DIY Ethic

Our computers are over six years old now, still running XP.

Now we could go out and buy new ones, indeed we considered taking that path.

But that isn’t really my way of doing things so I am going to build our new machines on the I7 platform, probably with ASUS motherboards.

I’m researching the boards and components as I go.

It is something in my nature.  After all, as a transkid I was the only one I knew like me and it took a lot of digging to find what I needed to know to manage changing my sex way back when.

I wanted to be a part of history, not just intellectually but physically.

I became a radical, left home to live in the Haight Ashbury and Berkeley.  I learned how to cut mimeograph stencils, chair a meeting organize a demo.

I didn’t need counseling to aid me in changing sex because I had girl friends to teach me how to do things.  Consciousness raising raps along with political consciousness raising.  I learned to cook and worked with a food co-op and tenants union.

I wanted to learn photography so I bought a camera, read books, went to museums and taught myself.

Over the years I have met many people with extraordinary talents, often time working at mundane jobs.

One thing they all have in common with sisters is that they often hide or down play these things about themselves in order to keep their slave jobs that pay the bills.

I sometimes mention something like going to a show at one of the art museums and discover that the woman doing the returns likes the same French Impressionists I like.  Or that someone else has a recording studio he built in his garage that can do 24 track recording.

Not everything in society is corporate prepackaged for your consumption.  Some things are do it yourself.  Tina and I were talking to someone who still has a tube amplifier in his stereo system and telling him about how we had wired together all these CD changers and built up what has evolved into a pretty elaborat theater sound system.  We did it one component at a time over years.
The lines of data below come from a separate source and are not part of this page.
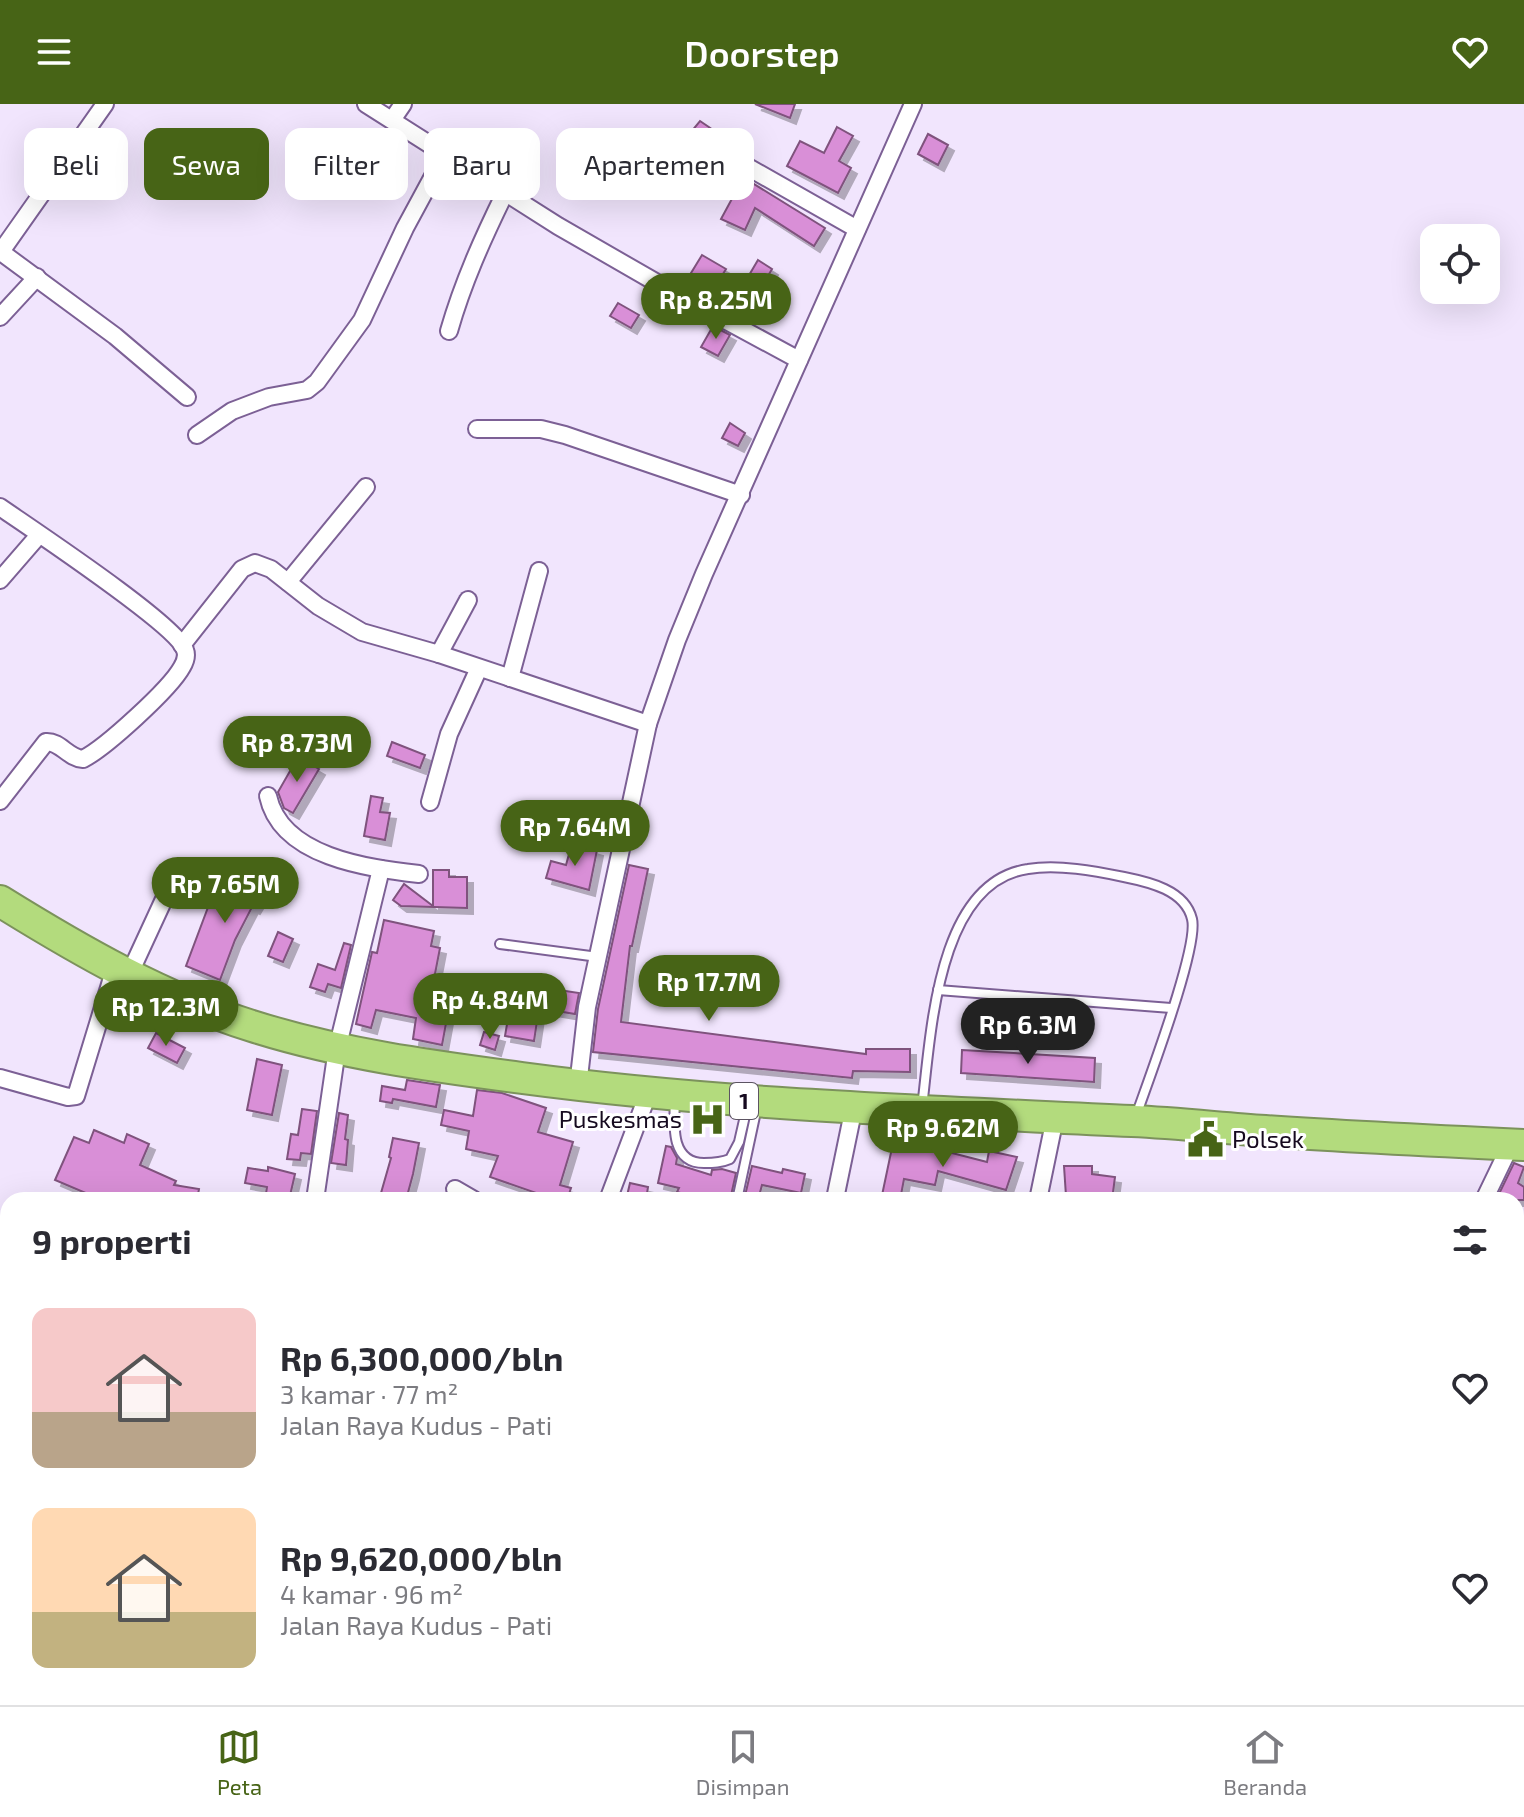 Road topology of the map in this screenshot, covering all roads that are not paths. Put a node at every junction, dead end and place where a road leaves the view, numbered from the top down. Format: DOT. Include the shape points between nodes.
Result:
graph roads {
  1 [pos="105,104"];
  2 [pos="366,104"];
  3 [pos="403,104"];
  4 [pos="913,104"];
  5 [pos="392,120"];
  6 [pos="424,141"];
  7 [pos="754,171"];
  8 [pos="424,193"];
  9 [pos="502,200"];
  10 [pos="517,200"];
  11 [pos="857,229"];
  12 [pos="0,252"];
  13 [pos="37,277"];
  14 [pos="0,317"];
  15 [pos="449,331"];
  16 [pos="799,360"];
  17 [pos="187,397"];
  18 [pos="477,429"];
  19 [pos="197,435"];
  20 [pos="366,487"];
  21 [pos="741,495"];
  22 [pos="0,507"];
  23 [pos="39,535"];
  24 [pos="539,571"];
  25 [pos="0,580"];
  26 [pos="288,582"];
  27 [pos="468,600"];
  28 [pos="182,645"];
  29 [pos="439,654"];
  30 [pos="479,668"];
  31 [pos="510,678"];
  32 [pos="648,724"];
  33 [pos="268,796"];
  34 [pos="0,801"];
  35 [pos="430,802"];
  36 [pos="381,869"];
  37 [pos="177,871"];
  38 [pos="419,874"];
  39 [pos="0,901"];
  40 [pos="500,944"];
  41 [pos="599,957"];
  42 [pos="122,971"];
  43 [pos="938,990"];
  44 [pos="1171,1008"];
  45 [pos="337,1049"];
  46 [pos="0,1078"];
  47 [pos="578,1086"];
  48 [pos="662,1095"];
  49 [pos="753,1102"];
  50 [pos="854,1107"];
  51 [pos="922,1111"];
  52 [pos="1055,1118"];
  53 [pos="1135,1121"];
  54 [pos="1517,1144"];
  55 [pos="455,1189"];
  56 [pos="316,1192"];
  57 [pos="460,1192"];
  58 [pos="612,1192"];
  59 [pos="738,1192"];
  60 [pos="836,1192"];
  61 [pos="1040,1192"];
  62 [pos="1489,1192"];
  1 -- 12 [label="street"];
  2 -- 5 [label="street"];
  3 -- 5 [label="street"];
  4 -- 11 [label="street"];
  5 -- 6 [label="street"];
  7 -- 11 [label="street"];
  8 -- 19 [label="street" via="362,320 317,382 307,390 242,407"];
  9 -- 15 [label="street" via="459,295"];
  10 -- 16 [label="street"];
  11 -- 16 [label="street"];
  12 -- 13 [label="street"];
  13 -- 14 [label="street"];
  13 -- 17 [label="street"];
  16 -- 21 [label="street"];
  18 -- 21 [label="street" via="541,429"];
  20 -- 26 [label="street"];
  21 -- 32 [label="street" via="677,640"];
  22 -- 23 [label="street"];
  23 -- 25 [label="street"];
  23 -- 28 [label="street" via="149,614"];
  24 -- 31 [label="street"];
  26 -- 28 [label="street" via="264,566 249,565"];
  26 -- 29 [label="street" via="341,622"];
  27 -- 29 [label="street"];
  28 -- 34 [label="street" via="186,657 180,670 119,732 83,759 46,742"];
  29 -- 30 [label="street"];
  30 -- 31 [label="street"];
  30 -- 35 [label="street" via="449,734"];
  31 -- 32 [label="street"];
  32 -- 41 [label="street"];
  33 -- 36 [label="street" via="276,819 305,844"];
  36 -- 38 [label="street"];
  36 -- 45 [label="street"];
  37 -- 42 [label="street"];
  39 -- 42 [label="highway, 1"];
  40 -- 41 [label="lane"];
  41 -- 47 [label="street"];
  42 -- 45 [label="highway, 1" via="252,1026"];
  42 -- 46 [label="street" via="74,1097"];
  43 -- 44 [label="lane"];
  43 -- 44 [label="lane" via="955,932 987,889 1027,869 1070,869 1160,886 1189,909 1192,935"];
  43 -- 51 [label="lane"];
  44 -- 53 [label="lane"];
  45 -- 47 [label="highway, 1"];
  45 -- 56 [label="street"];
  47 -- 48 [label="highway, 1"];
  48 -- 49 [label="highway, 1"];
  48 -- 49 [label="lane" via="684,1157 699,1163 733,1156"];
  48 -- 58 [label="street"];
  49 -- 50 [label="highway, 1"];
  49 -- 59 [label="lane"];
  50 -- 51 [label="highway, 1"];
  50 -- 60 [label="street"];
  51 -- 52 [label="highway, 1"];
  52 -- 53 [label="highway, 1"];
  52 -- 61 [label="street"];
  53 -- 54 [label="highway, 1"];
  54 -- 62 [label="street"];
  55 -- 57 [label="street"];
}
Mostly it is a matter of thinking, “I can do that and going out and doing it.”  Rather than buying it or listening to experts who make you feel that you are inadequate.

One of the things I have noticed in the year or so that I’ve been blogging is that same DIY that gives anyone willing to do the work a soap box to stand on, a platform to speak from and present their positions.

One of the worst aspects of the debate with those pushing transggender as umbrella was their resorting to saying, “Well the academics all use ‘transgender'” or how certain activists were able via web sites and national offices to dominate the discourse.

Rather than just post comments creating our own blogs gives us platforms for our individual opinion.